In an attempt to promote gay rights around the world, the United States treated ambassadors from 14 nations and the European Union to a special March 1 performance of the Broadway musical Fun Home, according to Reuters.
The U.S. mission to the United Nations also got tickets for ambassadors from the Australia, Colombia, Costa Rica, Croatia, El Salvador, Gabon, Mexico, Namibia, the Netherlands, Norway, Russia, Switzerland, Uruguay and Vietnam.
The Tony-winning musical tells the story of a young woman's coming-of-age as a lesbian and her relationship with her father, a closeted gay man.
Samantha Power, the U.S. Ambassador to the United Nations, as quoted saying that the show “brings home the challenges that LGBTI (lesbian, gay, bisexual, transgender and intersex) are facing every day around the world.”
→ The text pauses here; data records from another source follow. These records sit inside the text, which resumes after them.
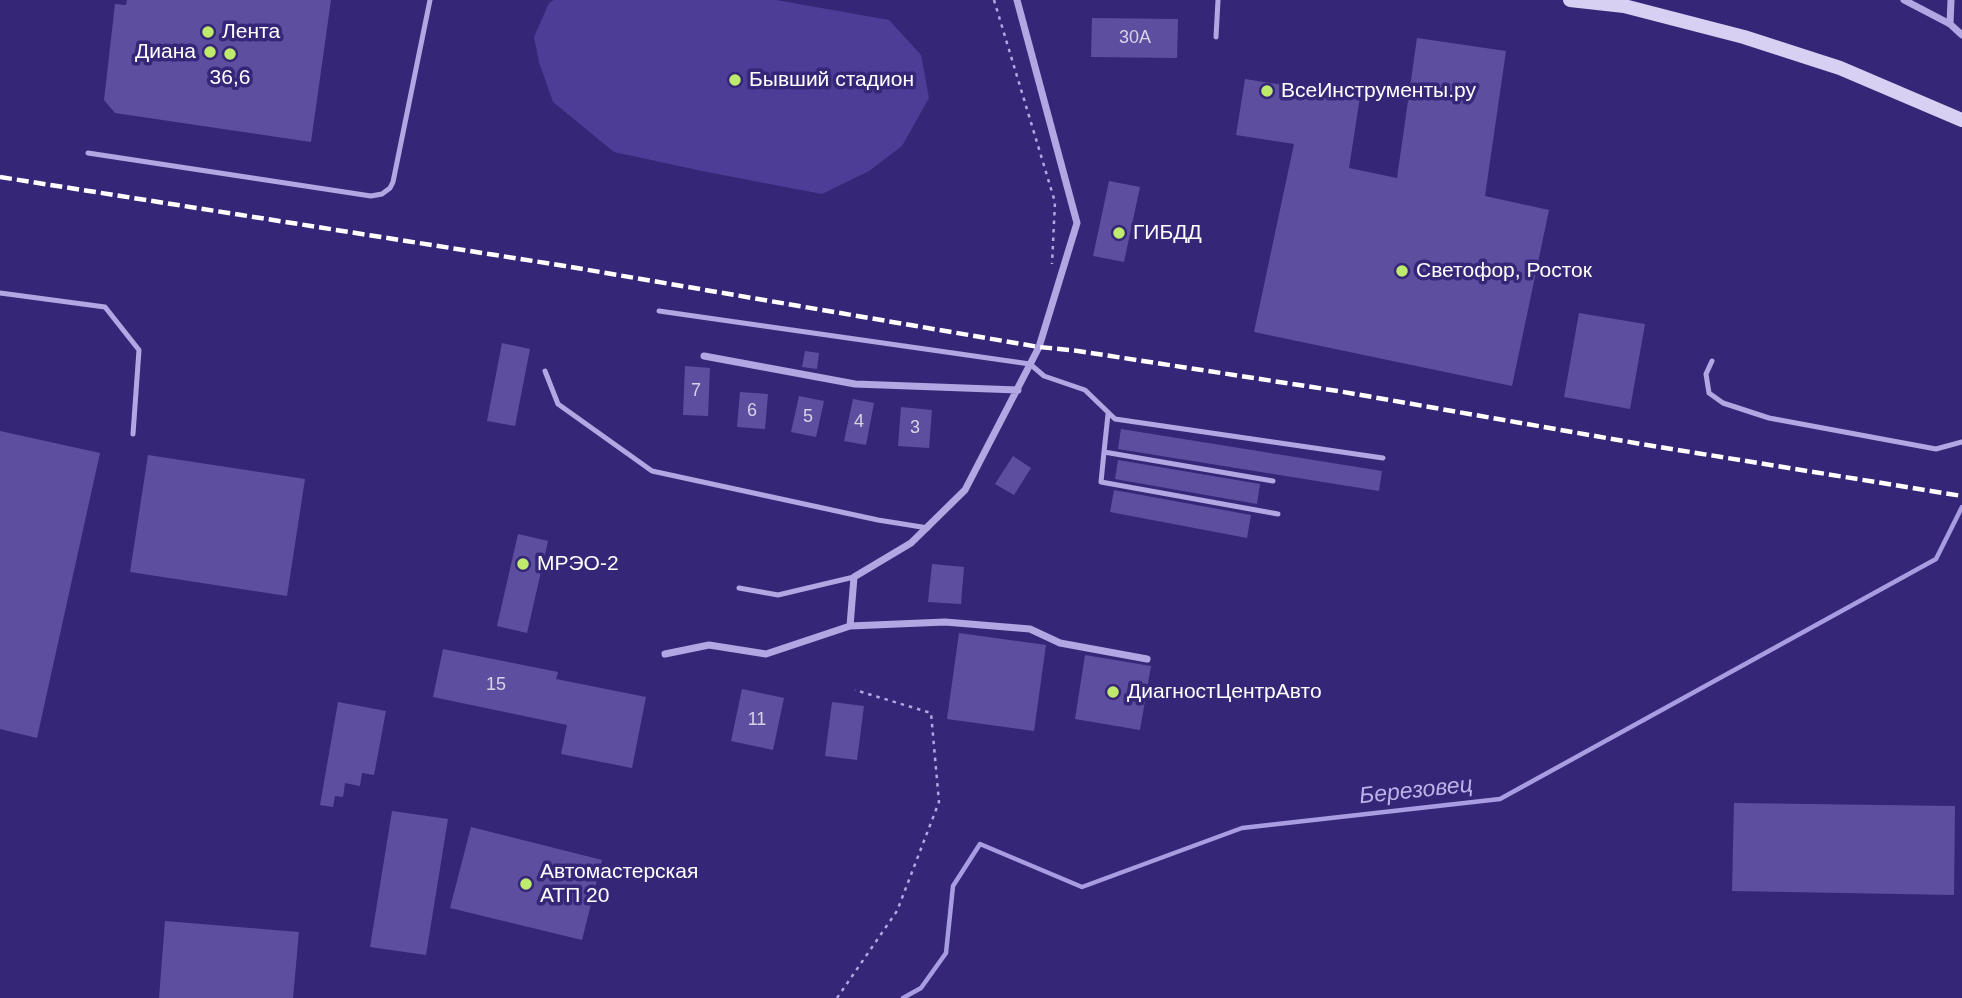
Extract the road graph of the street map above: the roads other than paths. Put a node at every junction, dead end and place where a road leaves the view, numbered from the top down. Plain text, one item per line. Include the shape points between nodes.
1 (430, 0) edge
2 (1017, 0) edge
3 (1218, 0) edge
4 (1570, 0) edge
5 (1904, 0) edge
6 (1951, 0) edge
7 (1950, 24) junction
8 (1962, 35) edge
9 (1216, 37) dead end
10 (1962, 120) edge
11 (88, 153) dead end
12 (0, 293) edge
13 (659, 311) dead end
14 (705, 356) dead end
15 (1712, 361) dead end
16 (1031, 364) junction
17 (545, 371) dead end
18 (1018, 390) junction
19 (1108, 414) junction
20 (133, 434) dead end
21 (1962, 442) edge
22 (1104, 452) junction
23 (1383, 458) dead end
24 (1273, 481) dead end
25 (1278, 514) dead end
26 (928, 528) junction
27 (854, 577) junction
28 (739, 588) dead end
29 (850, 626) junction
30 (665, 654) dead end
31 (1147, 659) dead end

1 - 11 lane via 393,182 382,194 371,196
2 - 16 street via 1077,223
3 - 9 lane
4 - 10 main road via 1624,6 1744,37 1840,68
5 - 7 street
6 - 7 street
7 - 8 street
12 - 20 lane via 105,307 138,350
13 - 16 lane
14 - 18 street via 855,384
15 - 21 lane via 1706,374 1709,393 1723,403 1769,418 1936,449
16 - 18 street
16 - 19 lane via 1044,376 1085,390
17 - 26 lane via 558,404 652,471
18 - 26 street via 965,490
19 - 22 lane
19 - 23 lane via 1115,419
22 - 24 lane
22 - 25 lane via 1101,482
26 - 27 street
27 - 28 lane via 778,595
27 - 29 street
29 - 30 street via 766,654 709,645
29 - 31 street via 945,622 1030,629 1060,643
Efforts to win acceptance and legal protections for gay women and men has faced challenges in the U.S., but even greater challenges in many foreign countries. In several, homosexuality, let alone gay marriage, is still a crime.
U.N. Secretary-General Ban Ki-moon announced in 2014 that the UN would recognize same-sex marriage on the organization’s staff, but 43 countries, including Russia, tried to overturn the decision, Reuters reported.
Instead of further political maneuvering, the U.S. decided to try a Broadway musical. “Thank you for bringing this all home in a way that resolutions and statements never can,” Power reportedly told the cast after the performance.